Participatory film and gender justice in postcolonial Africa

This paper explores practices of participatory film making, which grew in popularity in the 1990s and 2000s, inspired by critical pedagogy, newly affordable technologies and commitments to decolonising ‘development’ initiatives in the global South. A collaborative investigation by historian Lucy Delap and film director Dominique Chadwick outlines the practical and ethical concerns of feminist film making as ‘action research’, and locates it within the mediascape of the turn of the millennium, as well as the context of the HIV-AIDS epidemic. Offering case studies of film making in Ghana and newly-independent Namibia, the paper explores the uses of film and other media by local activist or non-governmental groups such as Namibia Women's Health Network and Sister Namibia. It reflects on film training, scripting, film production, film screening to local audiences in targeted rural communities and distribution as sites of systematic power asymmetries yet also points of leverage for social change and gender justice.

Keynote speakers’ biographies

Prof. Catherine Rottenberg is a Professor of Feminist Thought and Culture in the Department of American and Canadian Studies at the University of Nottingham. Her monographs include The Rise of Neoliberal Feminism (2018) and Performing Americanness: Race, Class, and Gender in Modern African-American and Jewish-American Literature (2008). She is also the co-author of The Care Manifesto (2020) and editor of Black Harlem and the Jewish Lower East Side: Narratives out of Time (2013).

Prof. Laurie Essig is a sociologist who teaches courses on Heterosexuality, White People, Freakishness and Feminist Blogging at Middlebury College. Her first book, Queer in Russia: A Story of Sex, Self and the Other (Duke, 1999) considered how sexual others are imagined and thus imagine themselves in Russia. Essig contributes to the Washington Post, the New York Times, and Psychology Today. Her current project is Love, Inc: The strange marriage of romance and capitalism.
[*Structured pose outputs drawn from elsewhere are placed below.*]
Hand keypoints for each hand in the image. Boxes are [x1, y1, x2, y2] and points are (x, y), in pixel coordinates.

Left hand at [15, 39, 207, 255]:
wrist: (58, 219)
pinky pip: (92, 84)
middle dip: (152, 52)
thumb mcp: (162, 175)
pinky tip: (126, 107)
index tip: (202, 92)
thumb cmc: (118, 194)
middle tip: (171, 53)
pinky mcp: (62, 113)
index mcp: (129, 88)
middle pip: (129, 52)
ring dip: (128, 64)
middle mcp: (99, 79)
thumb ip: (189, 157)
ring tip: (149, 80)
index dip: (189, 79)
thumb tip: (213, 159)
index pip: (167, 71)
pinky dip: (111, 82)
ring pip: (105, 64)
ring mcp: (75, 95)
Dr Aristea Fotopoulou is a Reader in Digital Communication, Culture & Society at the University of Brighton, UK. Her research concerns social and cultural transformations that relate to digital media and data-based technologies, with a focus on gender and social justice. She has published widely on critical issues of digital and emerging technologies from a feminist perspective, including the quantified self, wearable sensors and fitness tracking, citizen everyday data practices, digital media and feminist activism, intersectionality and queer theory. Her book Feminist Activism and Digital Networks was described as “required reading for social justice classrooms.” Twitter: @aristeaf

Dr Dominique Chadwick works as an independent film consultant, reporting on humanitarian issues in over 40 countries. She has a life lifelong interest in the study of vulnerable rural communities and a belief in the power of participatory work to transform the lives of women and men of marginalised communities. Over the last 25 years she designed and ran participatory film projects with a strong focus on gender issues. Her work is premised on a commitment to training women in film production, leading them to share their untold stories on critical issues such as girls’ education, violence against women, polygamy, health, HIV/AIDS, land ownership, disability, child trafficking and forced marriage.
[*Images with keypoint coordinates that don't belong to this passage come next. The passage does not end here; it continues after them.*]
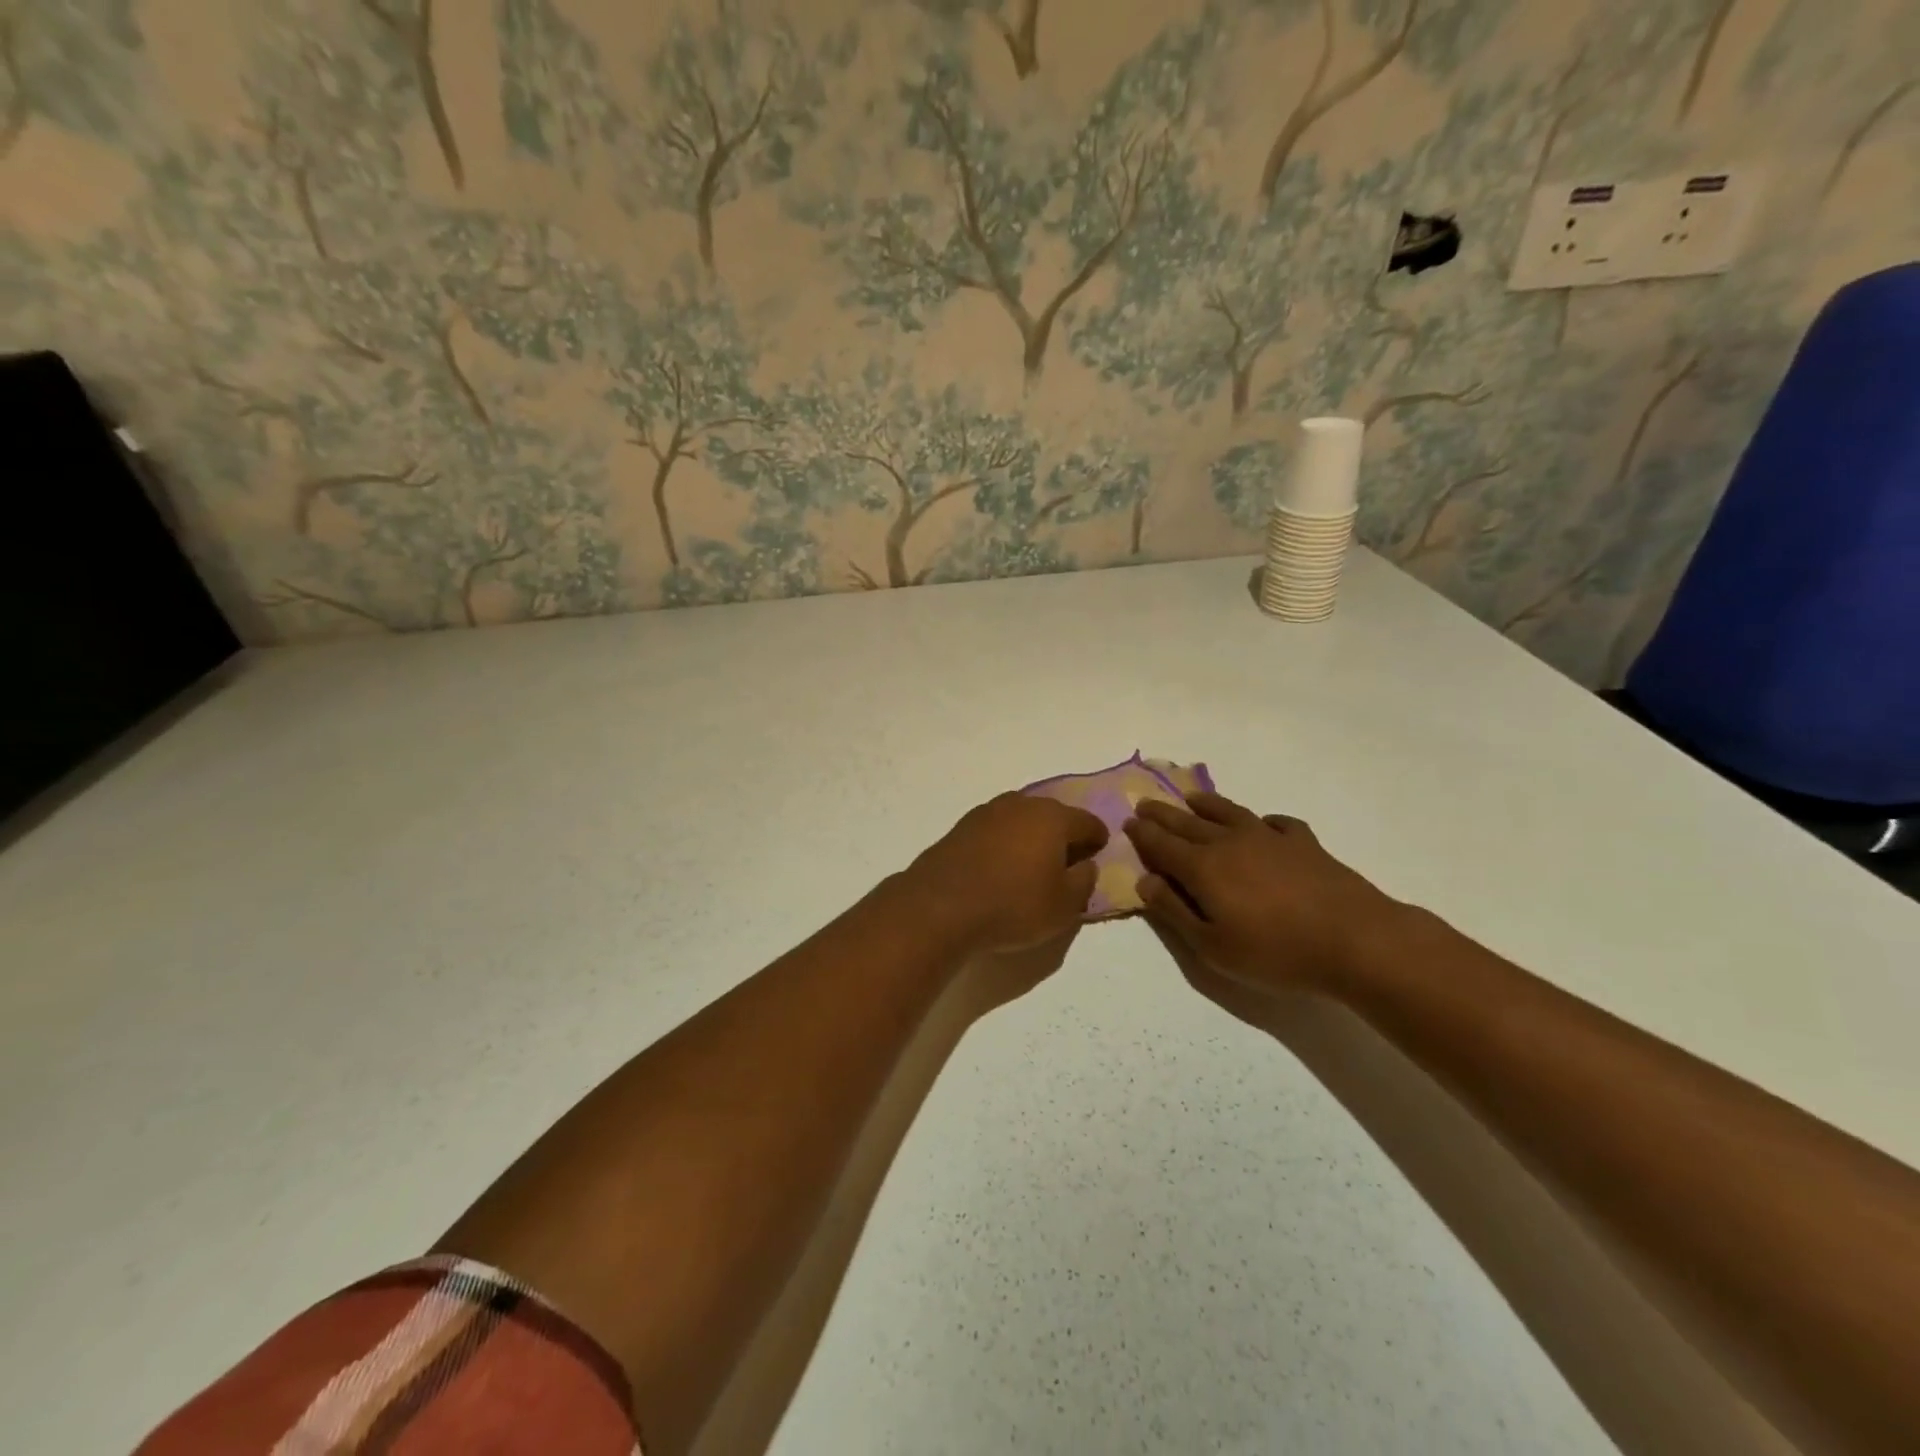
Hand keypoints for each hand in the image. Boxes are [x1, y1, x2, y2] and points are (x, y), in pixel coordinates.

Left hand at [894, 793, 1108, 954]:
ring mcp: (988, 812)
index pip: (1088, 822)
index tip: (1098, 855)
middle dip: (1064, 834)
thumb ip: (1084, 881)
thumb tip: (1086, 864)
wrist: (940, 906)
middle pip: (1053, 815)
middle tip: (1067, 861)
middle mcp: (1022, 804)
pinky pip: (996, 830)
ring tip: (1032, 864)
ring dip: (1031, 836)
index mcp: (1053, 817)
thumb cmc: (1013, 905)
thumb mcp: (1064, 906)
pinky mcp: (962, 826)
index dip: (1098, 840)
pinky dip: (1005, 842)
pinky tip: (1001, 865)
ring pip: (1022, 819)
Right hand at [1124, 792, 1403, 996]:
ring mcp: (1269, 838)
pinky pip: (1276, 822)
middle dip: (1164, 814)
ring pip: (1228, 813)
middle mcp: (1230, 843)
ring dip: (1205, 804)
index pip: (1162, 845)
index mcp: (1203, 868)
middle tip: (1146, 803)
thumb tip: (1144, 881)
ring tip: (1191, 798)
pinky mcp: (1304, 843)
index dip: (1143, 834)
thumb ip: (1174, 912)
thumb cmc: (1275, 951)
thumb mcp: (1212, 946)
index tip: (1129, 821)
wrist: (1354, 940)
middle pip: (1188, 823)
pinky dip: (1262, 820)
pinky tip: (1263, 824)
Prof. Lucy Delap teaches history at the University of Cambridge and is a Fellow of Murray Edwards College. She has published widely on the history of feminism, gender, labour and media, including the prize-winning The Feminist Avant-Garde: Transatlantic Encounters of the early twentieth century, Knowing Their Place: Domestic Service in Twentieth Century Britain in 2011, and Feminisms: a global history in 2020.